Emor: The Animal Kingdom

By: Rabbi Jay Kelman |
When we think of the most important parts of the Torah we may think of the aseret hadibrot, the shema or the mitzva to love your neighbour as yourself. 
These sections of the Torah are most noticeable and given with much fanfare; the discussion between G-d, Moshe and the Jewish people as they prepared for Sinai, the call to holiness and the gathering together of the people as the ethical centerpiece of the Torah is detailed, and the call of monotheism and our love of G-d. 

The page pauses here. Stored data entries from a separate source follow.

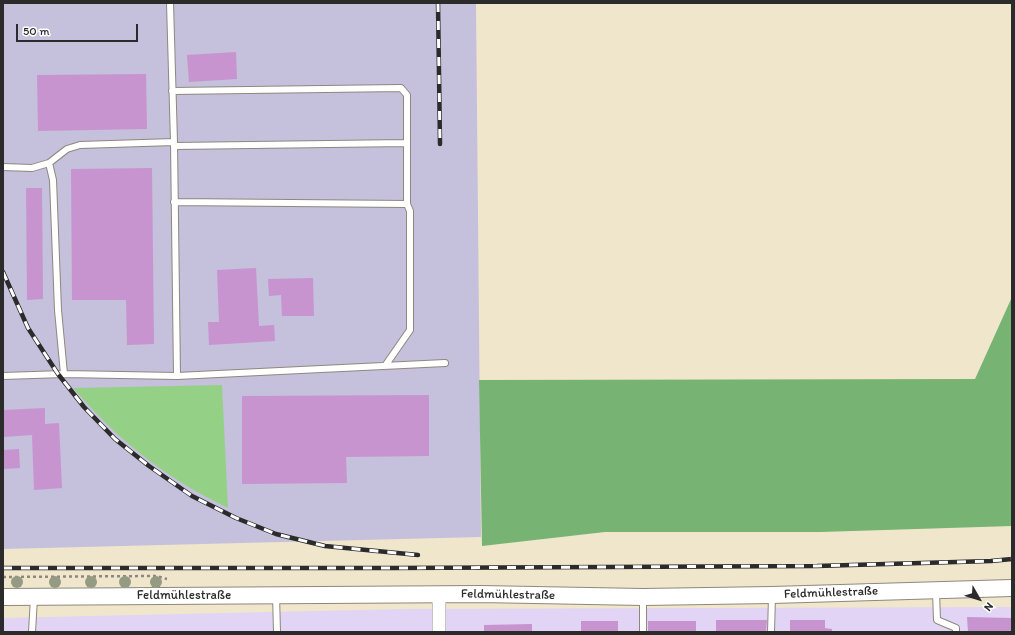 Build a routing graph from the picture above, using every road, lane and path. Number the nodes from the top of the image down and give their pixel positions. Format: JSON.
{"nodes":[{"id":1,"x":170,"y":3,"type":"edge"},
{"id":2,"x":172,"y":91,"type":"junction"},
{"id":3,"x":407,"y":143,"type":"junction"},
{"id":4,"x":174,"y":144,"type":"junction"},
{"id":5,"x":49,"y":163,"type":"junction"},
{"id":6,"x":3,"y":168,"type":"edge"},
{"id":7,"x":174,"y":202,"type":"junction"},
{"id":8,"x":407,"y":204,"type":"junction"},
{"id":9,"x":444,"y":363,"type":"dead end"},
{"id":10,"x":385,"y":366,"type":"junction"},
{"id":11,"x":64,"y":374,"type":"junction"},
{"id":12,"x":3,"y":376,"type":"edge"},
{"id":13,"x":177,"y":376,"type":"junction"},
{"id":14,"x":3,"y":577,"type":"edge"},
{"id":15,"x":174,"y":581,"type":"dead end"},
{"id":16,"x":1012,"y":588,"type":"edge"},
{"id":17,"x":936,"y":590,"type":"junction"},
{"id":18,"x":276,"y":595,"type":"junction"},
{"id":19,"x":439,"y":595,"type":"junction"},
{"id":20,"x":772,"y":595,"type":"junction"},
{"id":21,"x":34,"y":596,"type":"junction"},
{"id":22,"x":3,"y":597,"type":"edge"},
{"id":23,"x":644,"y":597,"type":"junction"},
{"id":24,"x":32,"y":632,"type":"edge"},
{"id":25,"x":277,"y":632,"type":"edge"},
{"id":26,"x":439,"y":632,"type":"edge"},
{"id":27,"x":643,"y":632,"type":"edge"},
{"id":28,"x":771,"y":632,"type":"edge"},
{"id":29,"x":956,"y":632,"type":"edge"}],
"edges":[{"from":1,"to":2,"type":"lane"},
{"from":2,"to":3,"type":"lane"},
{"from":2,"to":4,"type":"lane"},
{"from":3,"to":4,"type":"lane"},
{"from":3,"to":8,"type":"lane"},
{"from":4,"to":5,"type":"lane"},
{"from":4,"to":7,"type":"lane"},
{"from":5,"to":6,"type":"lane"},
{"from":5,"to":11,"type":"lane"},
{"from":7,"to":8,"type":"lane"},
{"from":7,"to":13,"type":"lane"},
{"from":8,"to":10,"type":"lane"},
{"from":9,"to":10,"type":"lane"},
{"from":10,"to":13,"type":"lane"},
{"from":11,"to":12,"type":"lane"},
{"from":11,"to":13,"type":"lane"},
{"from":14,"to":15,"type":"path"},
{"from":16,"to":17,"type":"street","name":"Feldmühlestraße"},
{"from":17,"to":20,"type":"street","name":"Feldmühlestraße"},
{"from":17,"to":29,"type":"lane"},
{"from":18,"to":19,"type":"street","name":"Feldmühlestraße"},
{"from":18,"to":21,"type":"street","name":"Feldmühlestraße"},
{"from":18,"to":25,"type":"lane"},
{"from":19,"to":23,"type":"street","name":"Feldmühlestraße"},
{"from":19,"to":26,"type":"street"},
{"from":20,"to":23,"type":"street","name":"Feldmühlestraße"},
{"from":20,"to":28,"type":"lane"},
{"from":21,"to":22,"type":"street","name":"Feldmühlestraße"},
{"from":21,"to":24,"type":"lane"},
{"from":23,"to":27,"type":"lane"}]}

Yet one could argue that the most important mitzva of the Torah is to sanctify G-d's name with the most serious sin being the desecration of G-d's name. Actually it's not much of an argument as all seem to agree with its central importance. It is the only sin for which Teshuva in this world is not possible (see Rambam, Hilchot Teshuva 1:4). The mitzva of sanctifying G-d's name is so great that at times we are called upon to sacrifice our life so that we may sanctify G-d's name[1]. The Gemara in Yoma (86a) subsumes the mitzva of ahavat Hashem, loving G-d, as part of the mitzva of kiddush Hashem. Loving G-d, the Gemara notes, means causing others to love G-d and that is the essence of sanctifying the Name.
And yet this mitzva is "hidden away" and I suspect that many who know exactly where the aseret hadibrot, the shema and love your neighbour are recorded would be unsure where to locate the mitzva of kiddush Hashem. 
It is found in the middle of a series of laws dealing with animals; when they may be sacrificed, when they may be killed, and when they may be eaten (Vayikra 22:26-33). Despite the concern we must have for animals it seems like a strange location for a mitzva the essence of which is modeling a relationship between human and Divine, a relationship totally absent from the animal kingdom. 
While I do not fully understand the Torah's placement of this mitzva perhaps this is in keeping with the Torah's style of often presenting mitzvoth where we least expect them and where we might have argued they do not apply. Thus the mitzva of how we are to treat our spouse is recorded regarding a slave and that of a proper and speedy burial is recorded in the context of a convicted murderer put to death. In fact much of the honour we must show others is derived from the honour shown to the deceased. Imagine how much more respect we must show the living!
The mitzva of kiddush Hashem demands that we be conscious of our divine image and the image of the Divine at all times. And we can see the true character of a person when we are free to act as we like and there is little holding us back. It is in how we interact with the animal kingdom that we can best demonstrate that G-d's "mercy is upon all his creations."[2] 
The fact that we must wait seven days after birth before offering an animal as sacrifice, nor kill an animal and its offspring on the same day and ensure a thanksgiving offering is eaten on the day it was brought serves as a model for much more than the animal kingdom. They teach the importance of time, our most precious resource. We should not be surprised that immediately following the mitzva of kiddush Hashem the Torah details the laws of the holidays, the days on which we sanctify time. 
Yet there is much more we can learn from the animal kingdom; "Rav Yochanan observed: If the Torah had not been given we could have learnt modesty from the cat, honesty from the ant, chastity from the dove, and good manners from the chicken." (Eruvin 100b)
If "timing is everything" then using it correctly is the essence of life. It is not just what we do that matters but when we do so can be equally important. Acting in a proper matter in the proper time is the essence of kiddush Hashem. Shabbat Shalom!
[1] While we are all taught at a young age that the three mitzvoth for which we must suffer martyrdom are idolatry,adultery and murder such is not fully accurate. In truth the reason we must chose martyrdom is because of the mitzva of Kiddush Hashem. One who for example converts to another (idolatrous) religion undress duress - like many did over the years - is not considered to be violating idolatry. He converts not because he believes in the other religion but because he wants to save his life. It is the mitzva of Kiddush Hashem that has been violated. And that mitzva requires we give up our life for these sins and - and this is not as well known - if the sin is done in front of ten people or is done even privately in a time of general religious persecution.   
[2] The commentaries debate whether the mitzvoth relating to animals are for the benefit of the animals or to inculcate positive traits in humans. "An ox and its offspring you shall not kill on the same day." Is this because of concern for the feelings of the animal or is such an act cruel for a human to do? These need not be mutually exclusive. In any event our sensitivity towards animals must heighten our sensitivity towards human beings.